3

This is a question relating to Wien's displacement law for the Planck function. As we all know frequency and wavelength are related to the speed of light by:

$$\nu\lambda=c$$

However, why is it that:

$$\nu_{\mathrm{peak}}\lambda_{\mathrm{peak}}\neq{c}$$

Any explanations would be very much appreciated.

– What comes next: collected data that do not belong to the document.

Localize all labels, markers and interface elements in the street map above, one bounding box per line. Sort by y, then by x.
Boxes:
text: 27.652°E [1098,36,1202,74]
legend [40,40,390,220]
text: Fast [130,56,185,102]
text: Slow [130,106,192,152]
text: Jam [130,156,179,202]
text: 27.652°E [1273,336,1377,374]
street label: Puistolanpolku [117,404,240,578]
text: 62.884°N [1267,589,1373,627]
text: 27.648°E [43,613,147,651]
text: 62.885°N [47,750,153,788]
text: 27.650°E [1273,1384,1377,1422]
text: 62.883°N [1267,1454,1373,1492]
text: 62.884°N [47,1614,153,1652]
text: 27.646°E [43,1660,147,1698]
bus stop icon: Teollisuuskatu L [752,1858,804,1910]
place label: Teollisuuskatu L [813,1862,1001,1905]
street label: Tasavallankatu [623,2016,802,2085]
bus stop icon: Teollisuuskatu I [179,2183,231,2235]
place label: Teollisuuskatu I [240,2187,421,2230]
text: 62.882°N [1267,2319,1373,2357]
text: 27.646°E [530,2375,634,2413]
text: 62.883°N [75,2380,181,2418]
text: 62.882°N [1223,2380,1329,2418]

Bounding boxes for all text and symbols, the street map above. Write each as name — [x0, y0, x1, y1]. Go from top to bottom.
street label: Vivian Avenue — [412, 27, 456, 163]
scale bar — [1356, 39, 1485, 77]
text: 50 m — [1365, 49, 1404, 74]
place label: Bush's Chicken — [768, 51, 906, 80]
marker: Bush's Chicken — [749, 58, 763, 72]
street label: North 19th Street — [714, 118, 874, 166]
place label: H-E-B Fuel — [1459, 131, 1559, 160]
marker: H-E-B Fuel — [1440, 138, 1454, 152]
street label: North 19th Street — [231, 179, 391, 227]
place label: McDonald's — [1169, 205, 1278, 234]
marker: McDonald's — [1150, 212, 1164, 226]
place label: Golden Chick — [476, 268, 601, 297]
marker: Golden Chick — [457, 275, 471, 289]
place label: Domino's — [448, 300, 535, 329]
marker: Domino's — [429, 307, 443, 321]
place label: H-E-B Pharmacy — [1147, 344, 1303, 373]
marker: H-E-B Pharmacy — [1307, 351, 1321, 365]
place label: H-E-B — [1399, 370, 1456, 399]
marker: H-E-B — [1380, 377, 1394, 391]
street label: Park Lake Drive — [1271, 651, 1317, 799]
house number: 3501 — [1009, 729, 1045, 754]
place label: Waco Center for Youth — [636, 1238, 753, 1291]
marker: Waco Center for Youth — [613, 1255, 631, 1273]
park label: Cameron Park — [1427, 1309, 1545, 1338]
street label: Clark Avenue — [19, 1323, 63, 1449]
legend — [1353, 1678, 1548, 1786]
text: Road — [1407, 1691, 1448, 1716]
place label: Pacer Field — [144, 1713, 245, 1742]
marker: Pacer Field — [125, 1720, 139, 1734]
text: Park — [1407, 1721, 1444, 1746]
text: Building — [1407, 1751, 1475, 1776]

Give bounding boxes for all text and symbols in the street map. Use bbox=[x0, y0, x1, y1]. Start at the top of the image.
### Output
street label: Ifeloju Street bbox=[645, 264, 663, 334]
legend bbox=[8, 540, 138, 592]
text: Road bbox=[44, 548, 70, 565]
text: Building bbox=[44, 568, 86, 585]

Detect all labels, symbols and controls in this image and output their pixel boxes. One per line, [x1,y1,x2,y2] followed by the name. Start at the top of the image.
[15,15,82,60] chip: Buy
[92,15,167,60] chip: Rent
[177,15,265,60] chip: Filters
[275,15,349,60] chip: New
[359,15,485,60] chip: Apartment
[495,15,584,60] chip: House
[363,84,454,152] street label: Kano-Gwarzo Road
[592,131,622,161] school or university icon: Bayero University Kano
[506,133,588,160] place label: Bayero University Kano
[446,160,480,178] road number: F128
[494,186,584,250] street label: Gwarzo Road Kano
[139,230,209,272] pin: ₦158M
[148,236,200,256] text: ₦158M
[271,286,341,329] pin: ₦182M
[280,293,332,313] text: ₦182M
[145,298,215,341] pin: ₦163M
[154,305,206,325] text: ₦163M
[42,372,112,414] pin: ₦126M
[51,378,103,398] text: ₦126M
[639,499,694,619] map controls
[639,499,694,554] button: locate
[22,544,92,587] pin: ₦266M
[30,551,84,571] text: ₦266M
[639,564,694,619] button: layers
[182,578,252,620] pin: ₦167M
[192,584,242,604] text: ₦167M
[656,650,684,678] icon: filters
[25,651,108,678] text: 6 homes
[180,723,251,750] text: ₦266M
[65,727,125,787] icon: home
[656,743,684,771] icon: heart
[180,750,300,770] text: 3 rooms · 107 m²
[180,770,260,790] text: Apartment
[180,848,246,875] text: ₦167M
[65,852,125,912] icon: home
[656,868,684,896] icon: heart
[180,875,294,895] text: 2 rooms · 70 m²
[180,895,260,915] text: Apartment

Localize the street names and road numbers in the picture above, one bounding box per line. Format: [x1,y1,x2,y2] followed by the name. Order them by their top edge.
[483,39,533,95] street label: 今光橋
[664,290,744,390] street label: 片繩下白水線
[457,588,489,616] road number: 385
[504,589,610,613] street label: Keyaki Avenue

To all of the people wanting to know where this statement came from. It hasn't come from anywhere specific, is it a well known fact of the Planck function. $\lambda_{\mathrm{peak}}=0.290T^{-1}$ cm K and $\nu_{\mathrm{peak}}=5.88\times{10^{10}}T$ Hz K$^{-1}$.

2 Answers2

6

The maximum of the spectral flux per unit wavelength $$I(\lambda,T)$$ does not correspond by $\lambda\nu = c$ to the maximum of the spectral flux per unit frequency $$I(\nu,T)$$ since these two functions are related by $$ I(\lambda,T)\mathrm{d}\lambda = I(\nu,T)\mathrm{d}\nu$$ but are not the same function, so their maxima are not the same.

ACuriousMind
  • 124,833
  • our electrons went flying by each other... – Jon Custer Oct 06 '15 at 18:35
  • Can I assume that I(nu,T) is interchangeable with B_nu(T)? – DarthPlagueis Oct 06 '15 at 18:40
  • The only thing I'd add is that indeed the student is right to intuit that if $f(y)$ is maximized for some special $y^$ then $f(c/x)$ is maximized for $c/x^ = y^,$ so that indeed the problem is that these are not defined to be equal* densities (as in the same function) but equivalent densities (as in the same physics). – CR Drost Oct 06 '15 at 18:40
  • @user3125347: It's the spectral flux/radiance per unit frequency. If that's what your $B_\nu(T)$ is then yes, otherwise no. – ACuriousMind Oct 06 '15 at 18:42
3

I believe that the issue is with the difference between evaluating the peak in Planck's law with respect to frequency vs with respect to wavelength. Since this is pointed out on the Wikipedia page, it seems a bit much to replicate the differentiation of the Planck distribution vs wavelength and frequency here. However, the point is that since wavelength and frequency are inversely related, the derivative of the energy density with respect to one or the other can, and will, result in a different answer.